そうだとすれば、前示認定事実の下においては、被告人に対する本件現金五〇〇万円の支払は、特定の債権者に対する弁済として、同法三七四条一号の罪を構成しないものである。また、被告人に対し弁済のためになされた本件手形、小切手、商品、出資金返還請求権、預金債権等の譲渡については、弁済の充当に関する当事者の意思表示の有無、もし、右意思表示があつたとすれば、債務者である玄乙福の提供したこれらの各給付が弁済に充当されるべき各債務の額と著しく権衡を失する高価なものであるなどの特段の事由の存否について審理判断をとげなければ、これらの給付が同号の、債務者が破産財団に属する財産を「債権者ノ不利益ニ処分スルコト」に該当するか否かを決することはできないものであるところ、記録に徴しても、第一審および原審において、この点につき必要な審理が尽くされた形跡はなく、そのいずれかを判断するに足りる証拠もない。したがつて、前示大審院判決と同一の見解に基づき、漫然被告人に対する本件弁済および弁済のためになされた譲渡の行為がただちに同号の罪を構成するものとした第一審判決およびこれを是認した原判決は、法令の解釈を誤り、ひいては審理不尽による理由不備の違法を犯したものであつて、右の違法は、判決に影響を及ぼすことが明らかであり、これを破棄しなければ著しく正義に反するものと認める。

よつて、論旨につき判断を加えるまでもなく、刑訴法四一一条一号により、原判決および第一審判決中被告人金庭春に関する部分を破棄し、当裁判所の前示見解に即して、前示の点につきさらに審理を尽くさせるため、同法四一三条本文により、本件を第一審裁判所である大阪地方裁判所に差し戻すこととし、裁判官全員一致の意見で、主文のとおり判決する。

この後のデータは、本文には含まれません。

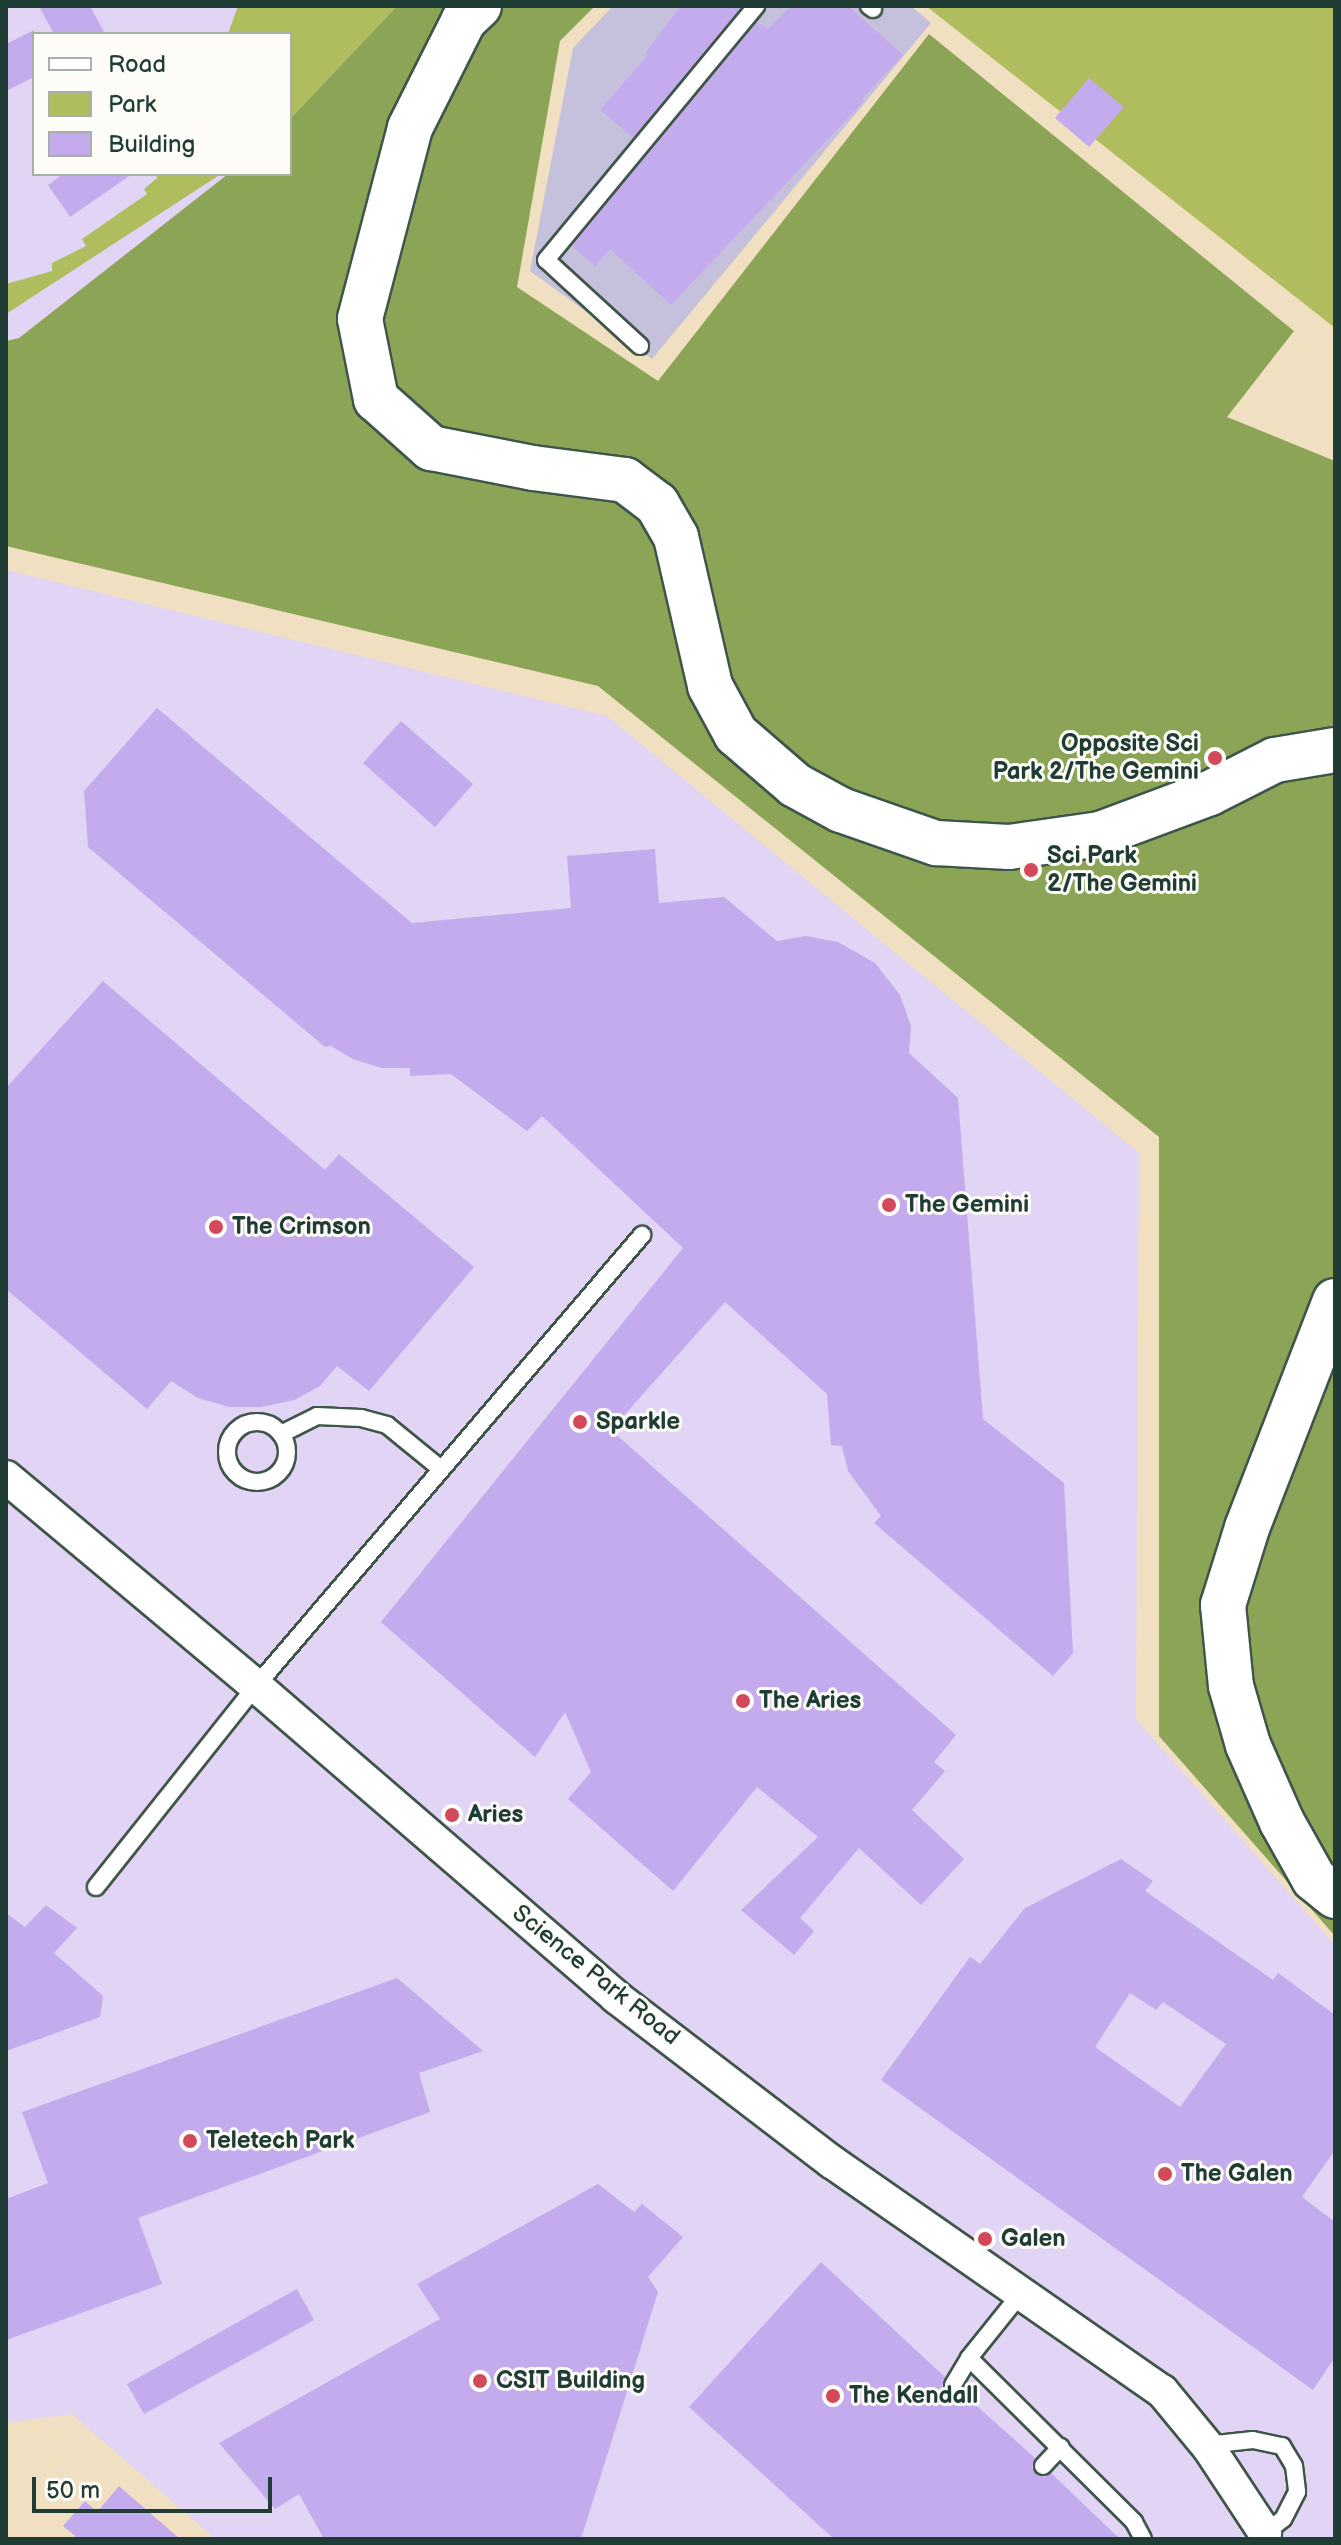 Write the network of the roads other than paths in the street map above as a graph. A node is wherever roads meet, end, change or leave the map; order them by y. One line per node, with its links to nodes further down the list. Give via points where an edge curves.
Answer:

(石田和外 入江俊郎 長部謹吾 城戸芳彦 田中二郎 松田二郎 岩田誠 下村三郎 色川幸太郎 大隅健一郎 松本正雄 飯村義美 村上朝一 関根小郷)

弁護人別城遺一の上告趣意

第一点 原判決は憲法第二九条財産権はこれを侵してはならないとの規定に反する憲法違反ありとして破棄を免れざるものと信ずる。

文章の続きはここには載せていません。